Prime Minister Justin Trudeau promised parents that he would provide funding to the middle class as a way to help offset the expensive costs of raising a child. Problem is, the government doesn’t exactly know how much it actually costs to raise kids in Canada.

This promise was made as part of Trudeau’s platform for his 2015 election, along with a pledge to end child poverty across the nation. However, a new report released by Campaign 2000 shows that this guarantee is impossible if the government doesn’t even know what it takes to raise a child.

Campaign 2000 is a coalition meant to end child poverty across Canada, and the group believes that if the government cannot come up with a true dollar cost of raising a child, they cannot accurately make the necessary changes.

“Everyone who cares about the quality of life of Canada’s children should be concerned about the cost of raising them because it is one of the key determinants of children’s economic well-being,” the report explains. “The importance we place on this information demonstrates how our country values its families, its children and its future prospects. The services we provide to families hinge on the accuracy of these numbers.”

Additionally, Campaign 2000 believes it is important to establish an unequivocal number as a way for families to accurately plan whether or not they can afford children, to accurately calculate child support payments, and to compensate foster parents correctly. Not only that, but it would be supremely helpful for those who qualify for the income-tested Manitoba Child Benefit and income-based Canadian Child Benefit.

It’s actually quite common for a country to know the established cost of raising a child. Our southern neighbors in the U.S. pay on average of $13,000 per year from birth until 18, as per the U.S. Department of Agriculture statistics. This encompasses shelter, food, and other necessities, but not post-secondary education.

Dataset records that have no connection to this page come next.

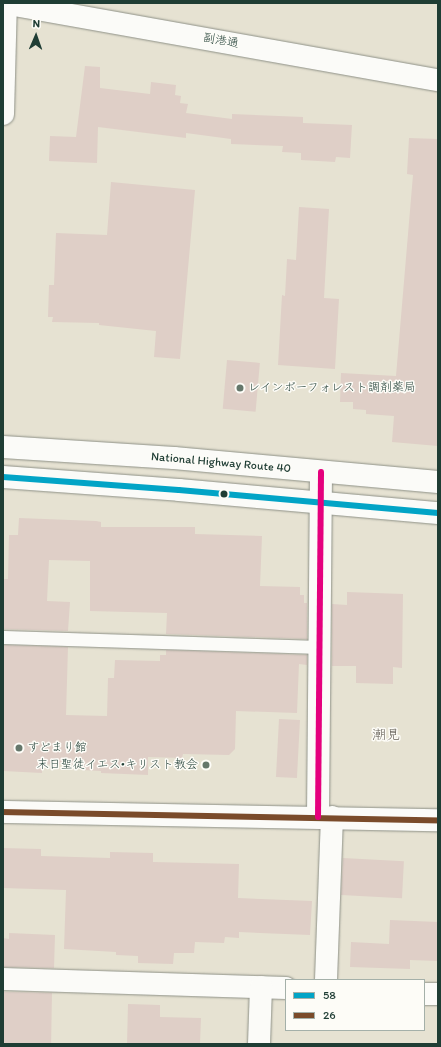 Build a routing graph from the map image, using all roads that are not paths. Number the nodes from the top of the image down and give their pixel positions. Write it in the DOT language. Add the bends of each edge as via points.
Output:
graph roads {
  1 [pos="6,3"];
  2 [pos="438,80"];
  3 [pos="3,114"];
  4 [pos="3,447"];
  5 [pos="321,472"];
  6 [pos="3,477"];
  7 [pos="438,482"];
  8 [pos="320,504"];
  9 [pos="438,513"];
  10 [pos="3,637"];
  11 [pos="321,647"];
  12 [pos="3,812"];
  13 [pos="325,817"];
  14 [pos="438,820"];
  15 [pos="3,979"];
  16 [pos="326,979"];
  17 [pos="261,987"];
  18 [pos="285,988"];
  19 [pos="425,994"];
  20 [pos="438,994"];
  21 [pos="259,1044"];
  1 -- 2 [label="main road, 副港通"];
  1 -- 3 [label="main road"];
  4 -- 5 [label="main road, National Highway Route 40" via="174,458"];
  5 -- 7 [label="main road, National Highway Route 40"];
  5 -- 8 [label="main road"];
  6 -- 8 [label="main road"];
  8 -- 9 [label="main road"];
  8 -- 11 [label="main road"];
  10 -- 11 [label="lane"];
  11 -- 13 [label="main road"];
  12 -- 13 [label="main road"];
  13 -- 14 [label="main road"];
  13 -- 16 [label="main road"];
  15 -- 17 [label="main road"];
  17 -- 18 [label="main road"];
  17 -- 21 [label="main road"];
  19 -- 20 [label="main road"];
} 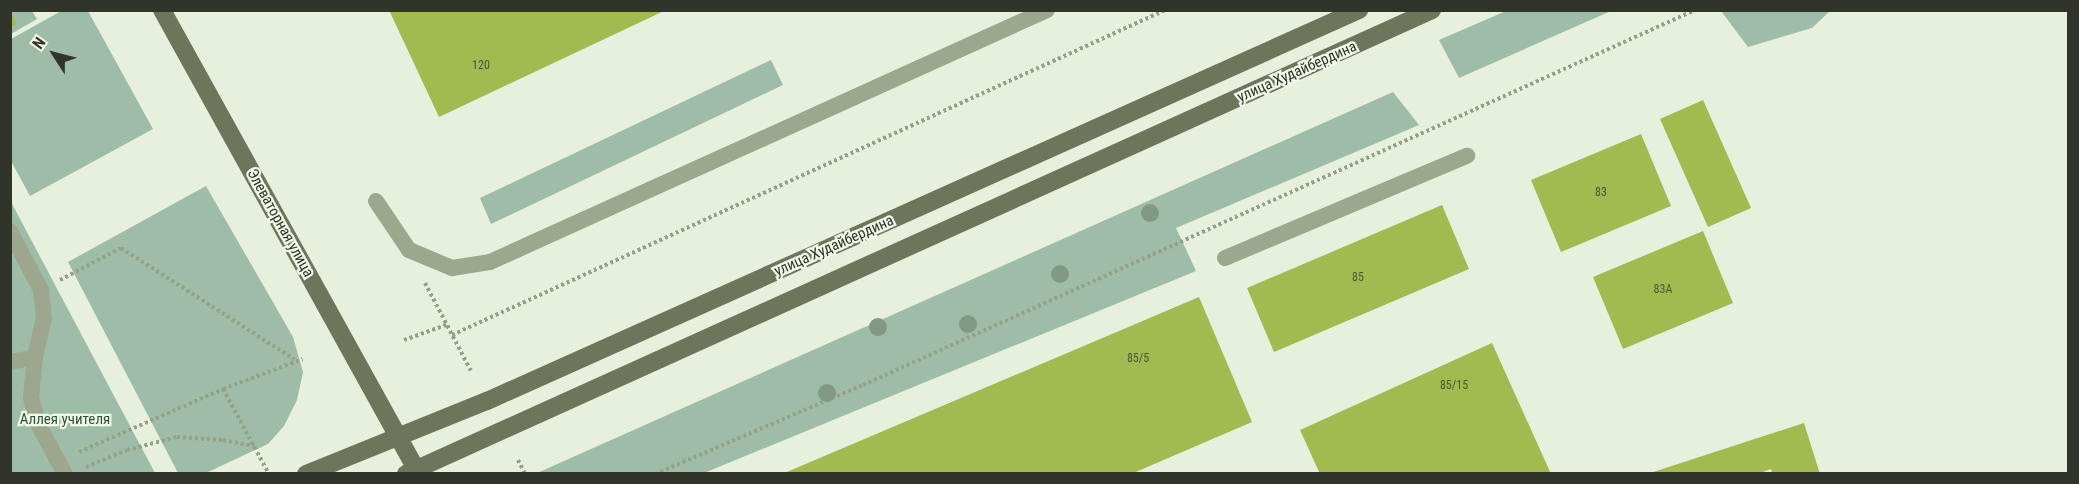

Parents who want their children to go to private schools can expect to pay even more. This is increasingly common, as more children are attending specialized preschools and preliminary educational programs than ever before. Between 1990 and 2000, the percentage of 3 to 5-year-olds enrolled in these programs jumped from 59% to 65%. And we all know how expensive it is to send a child to daycare or even preschool, which can easily cost thousands of dollars per month.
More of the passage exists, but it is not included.